New Zealand businesswoman and philanthropist

Chloe Angela Carol Wright ( – 24 September 2023) was a New Zealand businesswoman and philanthropist. Along with her husband Wayne, she co-founded BestStart in 1996, the largest early-childhood education franchise in New Zealand.

== Early life and family ==
Wright grew up in a state house in Lower Hutt. Her father worked for the post office, and her mother was a stay-at-home mum.

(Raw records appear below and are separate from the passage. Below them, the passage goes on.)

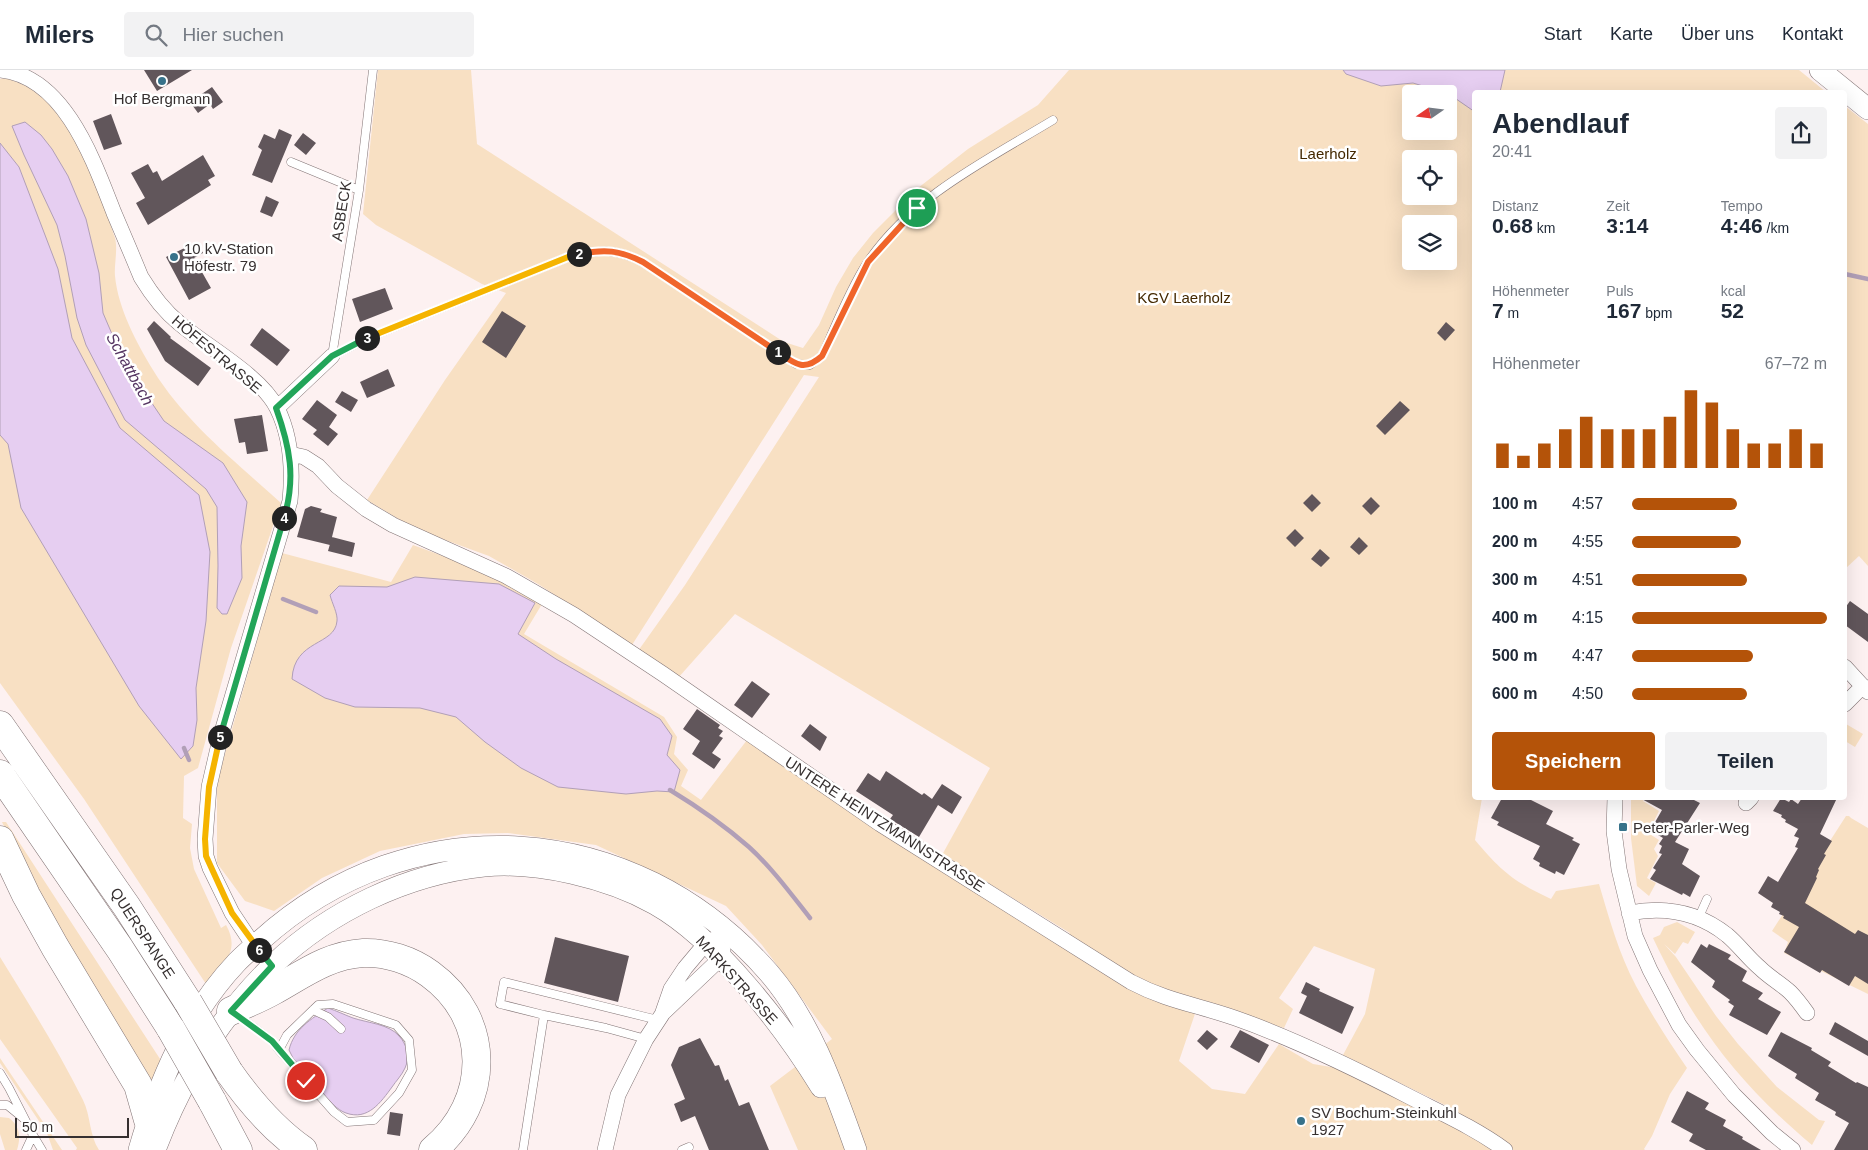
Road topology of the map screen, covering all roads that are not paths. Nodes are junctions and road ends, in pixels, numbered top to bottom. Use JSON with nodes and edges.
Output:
{"nodes":[{"id":1,"x":0,"y":70,"type":"edge"},
{"id":2,"x":373,"y":70,"type":"edge"},
{"id":3,"x":1820,"y":70,"type":"edge"},
{"id":4,"x":1845,"y":90,"type":"edge"},
{"id":5,"x":1847,"y":92,"type":"edge"},
{"id":6,"x":1868,"y":109,"type":"edge"},
{"id":7,"x":1053,"y":120,"type":"dead end"},
{"id":8,"x":292,"y":162,"type":"dead end"},
{"id":9,"x":359,"y":190,"type":"junction"},
{"id":10,"x":332,"y":356,"type":"junction"},
{"id":11,"x":276,"y":408,"type":"junction"},
{"id":12,"x":290,"y":454,"type":"junction"},
{"id":13,"x":1847,"y":669,"type":"edge"},
{"id":14,"x":1865,"y":689,"type":"edge"},
{"id":15,"x":1847,"y":702,"type":"edge"},
{"id":16,"x":0,"y":725,"type":"edge"},
{"id":17,"x":0,"y":774,"type":"edge"},
{"id":18,"x":1615,"y":800,"type":"edge"},
{"id":19,"x":0,"y":840,"type":"edge"},
{"id":20,"x":1707,"y":899,"type":"dead end"},
{"id":21,"x":1629,"y":913,"type":"junction"},
{"id":22,"x":1698,"y":918,"type":"junction"},
{"id":23,"x":728,"y":932,"type":"junction"},
{"id":24,"x":255,"y":945,"type":"junction"},
{"id":25,"x":713,"y":951,"type":"junction"},
{"id":26,"x":272,"y":966,"type":"junction"},
{"id":27,"x":313,"y":1010,"type":"junction"},
{"id":28,"x":231,"y":1011,"type":"junction"},
{"id":29,"x":1807,"y":1013,"type":"dead end"},
{"id":30,"x":544,"y":1015,"type":"junction"},
{"id":31,"x":660,"y":1017,"type":"junction"},
{"id":32,"x":341,"y":1029,"type":"dead end"},
{"id":33,"x":646,"y":1039,"type":"junction"},
{"id":34,"x":279,"y":1050,"type":"junction"},
{"id":35,"x":228,"y":1072,"type":"junction"},
{"id":36,"x":0,"y":1074,"type":"edge"},
{"id":37,"x":0,"y":1105,"type":"edge"},
{"id":38,"x":25,"y":1119,"type":"junction"},
{"id":39,"x":148,"y":1120,"type":"junction"},
{"id":40,"x":33,"y":1135,"type":"junction"},
{"id":41,"x":26,"y":1150,"type":"edge"},
{"id":42,"x":35,"y":1150,"type":"edge"},
{"id":43,"x":42,"y":1150,"type":"edge"},
{"id":44,"x":139,"y":1150,"type":"edge"},
{"id":45,"x":155,"y":1150,"type":"edge"},
{"id":46,"x":238,"y":1150,"type":"edge"},
{"id":47,"x":270,"y":1150,"type":"edge"},
{"id":48,"x":303,"y":1150,"type":"edge"},
{"id":49,"x":434,"y":1150,"type":"edge"},
{"id":50,"x":523,"y":1150,"type":"edge"},
{"id":51,"x":606,"y":1150,"type":"edge"},
{"id":52,"x":855,"y":1150,"type":"edge"},
{"id":53,"x":1504,"y":1150,"type":"edge"},
{"id":54,"x":1793,"y":1150,"type":"edge"}],
"edges":[{"from":1,"to":11,"type":"street","name":"HÖFESTRASSE"},
{"from":2,"to":9,"type":"lane","name":"ASBECK"},
{"from":3,"to":4,"type":"main road"},
{"from":5,"to":6,"type":"main road"},
{"from":7,"to":10,"type":"lane"},
{"from":8,"to":9,"type":"lane"},
{"from":9,"to":10,"type":"lane","name":"ASBECK"},
{"from":10,"to":11,"type":"street"},
{"from":11,"to":12,"type":"street","name":"HÖFESTRASSE"},
{"from":12,"to":24,"type":"street","name":"HÖFESTRASSE"},
{"from":12,"to":53,"type":"street","name":"UNTERE HEINTZMANNSTRASSE"},
{"from":13,"to":14,"type":"street"},
{"from":14,"to":15,"type":"street"},
{"from":16,"to":35,"type":"highway","name":"QUERSPANGE","bridge":true},
{"from":17,"to":46,"type":"highway","name":"QUERSPANGE","bridge":true},
{"from":18,"to":21,"type":"street"},
{"from":19,"to":39,"type":"highway"},
{"from":20,"to":22,"type":"lane"},
{"from":21,"to":22,"type":"street"},
{"from":21,"to":54,"type":"street"},
{"from":22,"to":29,"type":"street"},
{"from":23,"to":24,"type":"main road","name":"MARKSTRASSE"},
{"from":23,"to":25,"type":"street"},
{"from":23,"to":52,"type":"main road","name":"MARKSTRASSE"},
{"from":24,"to":26,"type":"street","name":"HÖFESTRASSE"},
{"from":24,"to":39,"type":"main road","name":"MARKSTRASSE"},
{"from":25,"to":26,"type":"main road","name":"MARKSTRASSE"},
{"from":25,"to":31,"type":"street"},
{"from":25,"to":31,"type":"street"},
{"from":25,"to":52,"type":"main road","name":"MARKSTRASSE"},
{"from":26,"to":28,"type":"main road","name":"MARKSTRASSE"},
{"from":27,"to":32,"type":"lane"},
{"from":27,"to":34,"type":"lane"},
{"from":27,"to":34,"type":"lane"},
{"from":28,"to":34,"type":"lane"},
{"from":28,"to":45,"type":"main road","name":"MARKSTRASSE"},
{"from":28,"to":49,"type":"highway"},
{"from":30,"to":31,"type":"lane"},
{"from":30,"to":33,"type":"lane"},
{"from":30,"to":50,"type":"lane"},
{"from":31,"to":33,"type":"street"},
{"from":33,"to":51,"type":"street"},
{"from":35,"to":47,"type":"highway","name":"QUERSPANGE"},
{"from":35,"to":48,"type":"highway"},
{"from":36,"to":38,"type":"lane"},
{"from":37,"to":38,"type":"lane"},
{"from":38,"to":40,"type":"lane"},
{"from":39,"to":44,"type":"main road","name":"MARKSTRASSE"},
{"from":40,"to":41,"type":"lane"},
{"from":40,"to":42,"type":"lane"},
{"from":40,"to":43,"type":"lane"}]}
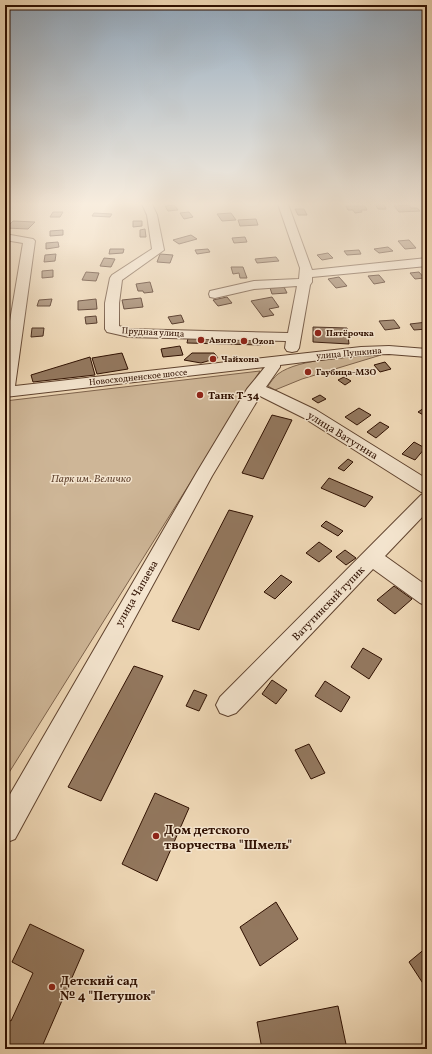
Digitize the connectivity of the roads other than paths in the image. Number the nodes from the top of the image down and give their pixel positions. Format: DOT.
graph roads {
  1 [pos="27,253"];
  2 [pos="153,253"];
  3 [pos="301,253"];
  4 [pos="427,262"];
  5 [pos="306,278"];
  6 [pos="215,294"];
  7 [pos="294,337"];
  8 [pos="427,341"];
  9 [pos="410,351"];
  10 [pos="427,353"];
  11 [pos="281,360"];
  12 [pos="427,361"];
  13 [pos="255,389"];
  14 [pos="5,392"];
  15 [pos="427,488"];
  16 [pos="427,500"];
  17 [pos="372,558"];
  18 [pos="427,597"];
  19 [pos="228,705"];
  20 [pos="5,829"];
  1 -- 14 [label="street"];
  2 -- 7 [label="street, Прудная улица"];
  3 -- 5 [label="street"];
  4 -- 5 [label="street"];
  5 -- 6 [label="street"];
  5 -- 7 [label="street"];
  7 -- 11 [label="street"];
  8 -- 9 [label="street"];
  9 -- 10 [label="street, улица Пушкина"];
  9 -- 11 [label="street, улица Пушкина"];
  9 -- 12 [label="street"];
  11 -- 13 [label="street, улица Чапаева"];
  11 -- 14 [label="street, Новосходненское шоссе"];
  13 -- 15 [label="street, улица Ватутина"];
  13 -- 20 [label="street, улица Чапаева"];
  16 -- 17 [label="street, Ватутинский тупик"];
  17 -- 18 [label="street"];
  17 -- 19 [label="street, Ватутинский тупик"];
}
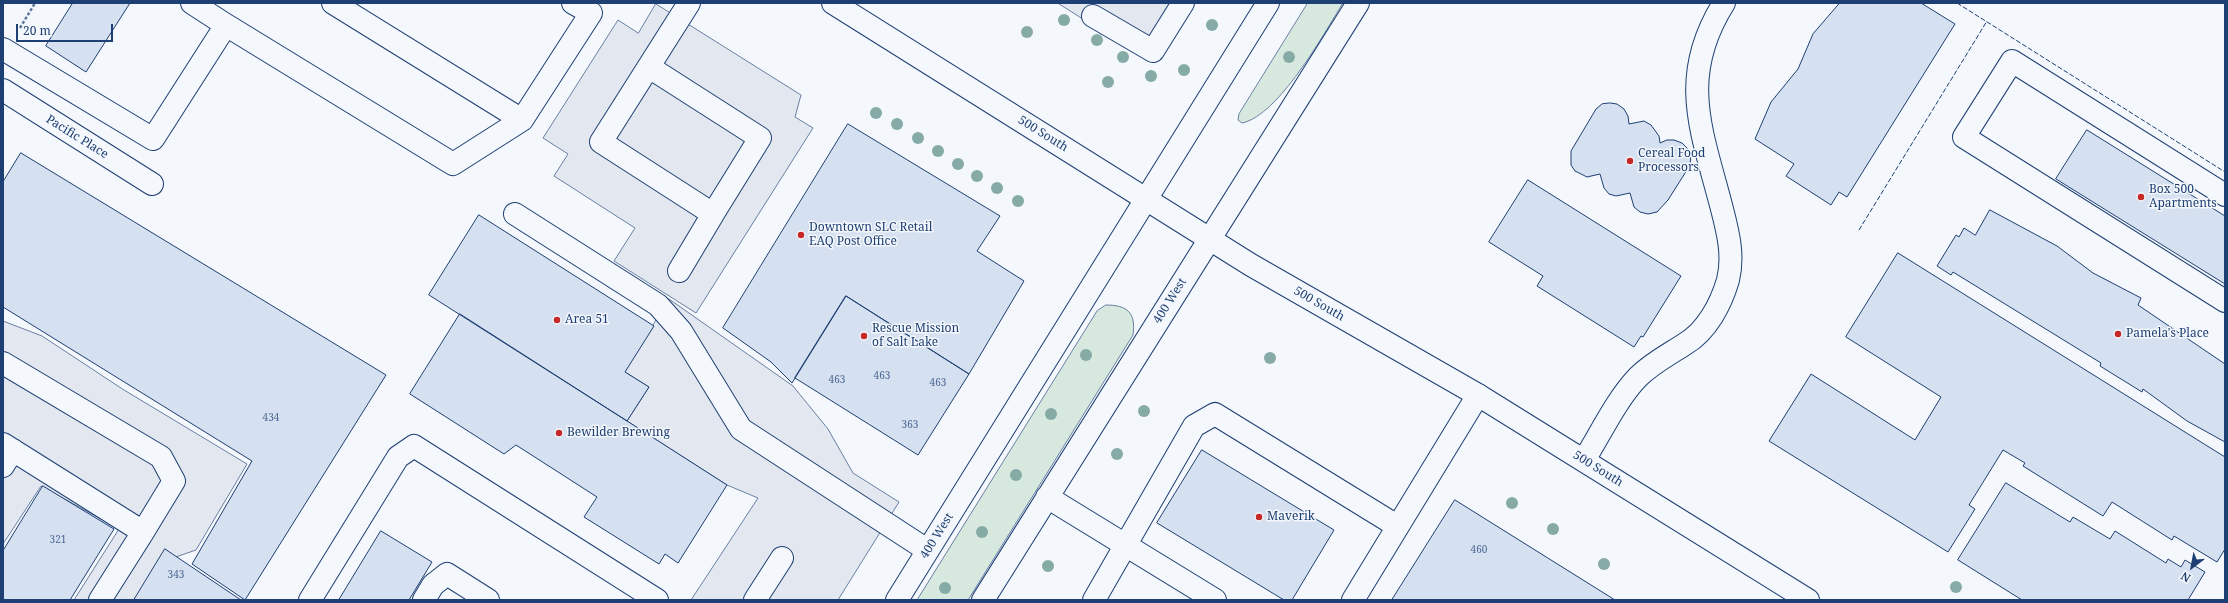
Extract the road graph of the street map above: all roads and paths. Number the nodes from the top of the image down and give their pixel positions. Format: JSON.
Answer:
{"nodes":[{"id":1,"x":192,"y":3,"type":"edge"},
{"id":2,"x":333,"y":3,"type":"edge"},
{"id":3,"x":573,"y":3,"type":"edge"},
{"id":4,"x":689,"y":3,"type":"edge"},
{"id":5,"x":833,"y":3,"type":"edge"},
{"id":6,"x":1183,"y":3,"type":"edge"},
{"id":7,"x":1268,"y":3,"type":"edge"},
{"id":8,"x":1358,"y":3,"type":"edge"},
{"id":9,"x":1724,"y":3,"type":"edge"},
{"id":10,"x":1093,"y":16,"type":"dead end"},
{"id":11,"x":226,"y":24,"type":"junction"},
{"id":12,"x":3,"y":49,"type":"edge"},
{"id":13,"x":649,"y":67,"type":"junction"},
{"id":14,"x":3,"y":90,"type":"edge"},
{"id":15,"x":522,"y":120,"type":"junction"},
{"id":16,"x":152,"y":184,"type":"dead end"},
{"id":17,"x":2225,"y":195,"type":"edge"},
{"id":18,"x":1146,"y":199,"type":"junction"},
{"id":19,"x":515,"y":214,"type":"dead end"},
{"id":20,"x":713,"y":214,"type":"junction"},
{"id":21,"x":1210,"y":239,"type":"junction"},
{"id":22,"x":679,"y":271,"type":"dead end"},
{"id":23,"x":2225,"y":301,"type":"edge"},
{"id":24,"x":3,"y":363,"type":"edge"},
{"id":25,"x":1478,"y":394,"type":"junction"},
{"id":26,"x":6,"y":453,"type":"edge"},
{"id":27,"x":1584,"y":460,"type":"junction"},
{"id":28,"x":1047,"y":497,"type":"junction"},
{"id":29,"x":1397,"y":526,"type":"junction"},
{"id":30,"x":142,"y":532,"type":"junction"},
{"id":31,"x":1126,"y":546,"type":"junction"},
{"id":32,"x":928,"y":550,"type":"junction"},
{"id":33,"x":782,"y":558,"type":"dead end"},
{"id":34,"x":100,"y":600,"type":"edge"},
{"id":35,"x":310,"y":600,"type":"edge"},
{"id":36,"x":424,"y":600,"type":"edge"},
{"id":37,"x":488,"y":600,"type":"edge"},
{"id":38,"x":657,"y":600,"type":"edge"},
{"id":39,"x":755,"y":600,"type":"edge"},
{"id":40,"x":897,"y":600,"type":"edge"},
{"id":41,"x":982,"y":600,"type":"edge"},
{"id":42,"x":1094,"y":600,"type":"edge"},
{"id":43,"x":1215,"y":600,"type":"edge"},
{"id":44,"x":1353,"y":600,"type":"edge"},
{"id":45,"x":1808,"y":600,"type":"edge"}],
"edges":[{"from":1,"to":11,"type":"street"},
{"from":2,"to":15,"type":"street"},
{"from":3,"to":15,"type":"street"},
{"from":4,"to":13,"type":"street"},
{"from":5,"to":18,"type":"street","name":"500 South"},
{"from":6,"to":10,"type":"street"},
{"from":7,"to":18,"type":"street","name":"400 West"},
{"from":8,"to":21,"type":"street","name":"400 West"},
{"from":9,"to":27,"type":"street"},
{"from":11,"to":12,"type":"street"},
{"from":11,"to":15,"type":"street"},
{"from":13,"to":20,"type":"street"},
{"from":13,"to":20,"type":"street"},
{"from":14,"to":16,"type":"street","name":"Pacific Place"},
{"from":17,"to":23,"type":"street"},
{"from":18,"to":21,"type":"street","name":"500 South"},
{"from":18,"to":32,"type":"street","name":"400 West"},
{"from":19,"to":32,"type":"street"},
{"from":20,"to":22,"type":"street"},
{"from":21,"to":25,"type":"street","name":"500 South"},
{"from":21,"to":28,"type":"street","name":"400 West"},
{"from":24,"to":30,"type":"street"},
{"from":25,"to":27,"type":"street","name":"500 South"},
{"from":25,"to":29,"type":"street"},
{"from":26,"to":30,"type":"street"},
{"from":27,"to":45,"type":"street","name":"500 South"},
{"from":28,"to":31,"type":"street"},
{"from":28,"to":41,"type":"street","name":"400 West"},
{"from":29,"to":31,"type":"street"},
{"from":29,"to":44,"type":"street"},
{"from":30,"to":34,"type":"street"},
{"from":31,"to":42,"type":"street"},
{"from":31,"to":43,"type":"street"},
{"from":32,"to":40,"type":"street","name":"400 West"},
{"from":33,"to":39,"type":"street"},
{"from":35,"to":38,"type":"street"},
{"from":36,"to":37,"type":"street"}]}
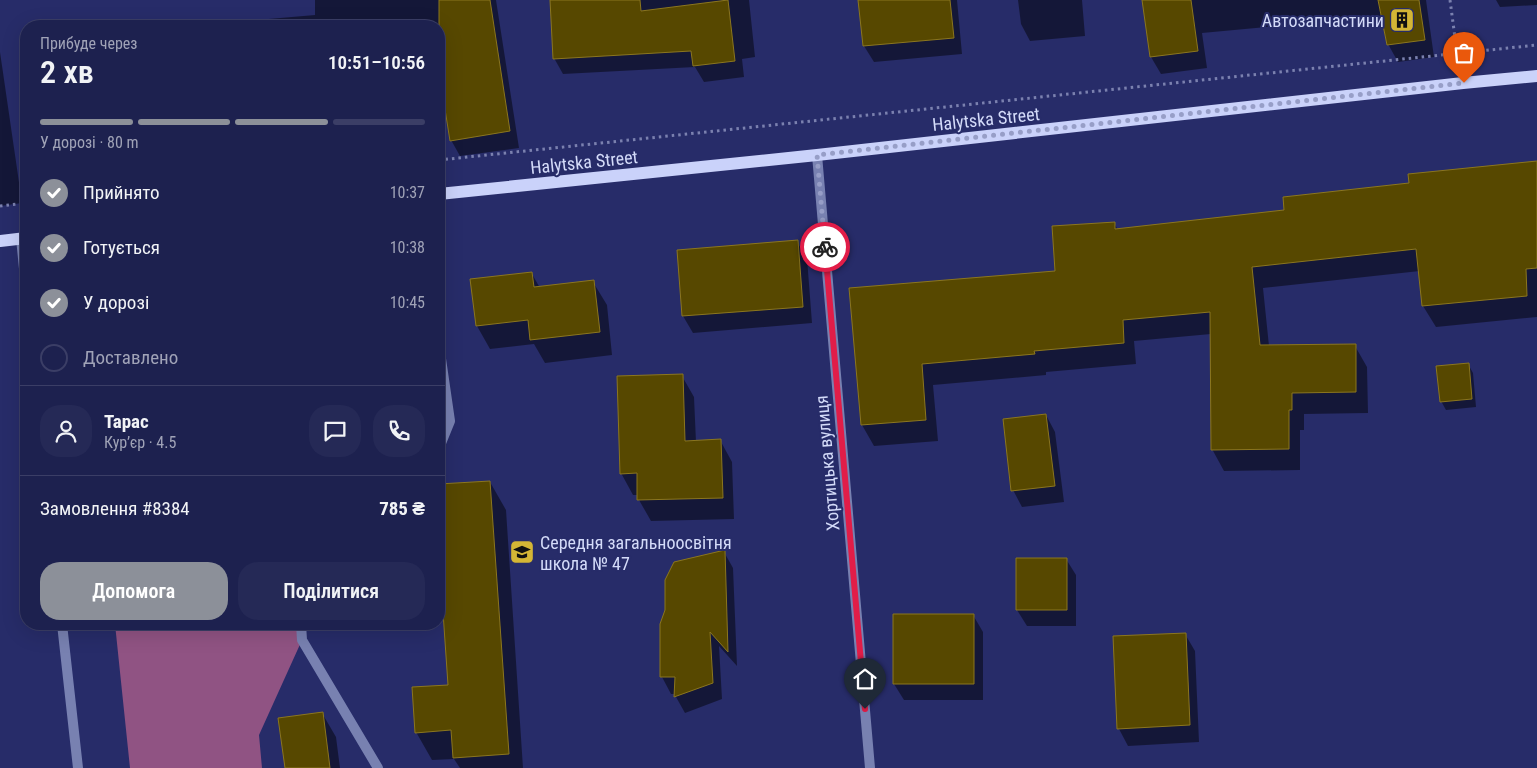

Wright married Wayne Wright at a self-declared "very young" age, and the couple had five children.

== Career ==
In 1975, Wright and her husband started a kiwifruit orchard in Te Puna, and later formed kiwifruit orchard syndicates until a tax deductibility change was made by the government in 1982. Also in 1982, they built their home in Ōmokoroa. They started a crib-wall manufacturing business in Escondido, California, in 1978. After they had issues with their kiwifruit production, they sold their New Zealand assets and moved to Austin, Texas; Wright went on to graduate from the University of Texas. They soon were able to expand their crib-wall business to Mexico. In 1990, they started a telecommunications company in Mobile, Alabama.

Wright and her husband founded BestStart in 1996, then known as KidiCorp. It is New Zealand's largest early-childhood education franchise. It has 260 centres and receives $200 million of government funding annually.

In 2022, the Wright family acquired 75% of Sean Plunket's radio station The Platform. They had a portfolio of more than 75 properties in 2022. In 2022, the Wrights appeared on the NBR Rich List, a list of the richest families and people in New Zealand, with a reported net worth at $360 million.

Wright started a lobby group named Mother's Matter. She was chief executive and trustee of the Wright Family Foundation and funded various organisations. She also started four birthing centres where low-risk women can stay for free. Wright believed that this should be taxpayer-funded. The Tauranga centre, known as the Bethlehem Birthing Centre, was opened by former prime minister John Key. There were 431 births and 803 postnatal stays at this centre in 2021.

In the 2021 New Year Honours, Wright was appointed an Officer of the New Zealand Order of Merit, for services to philanthropy, education and health.

== Death ==
Wright died on 23 September 2023, at the age of 75. Her husband, Wayne Wright, died in 2026.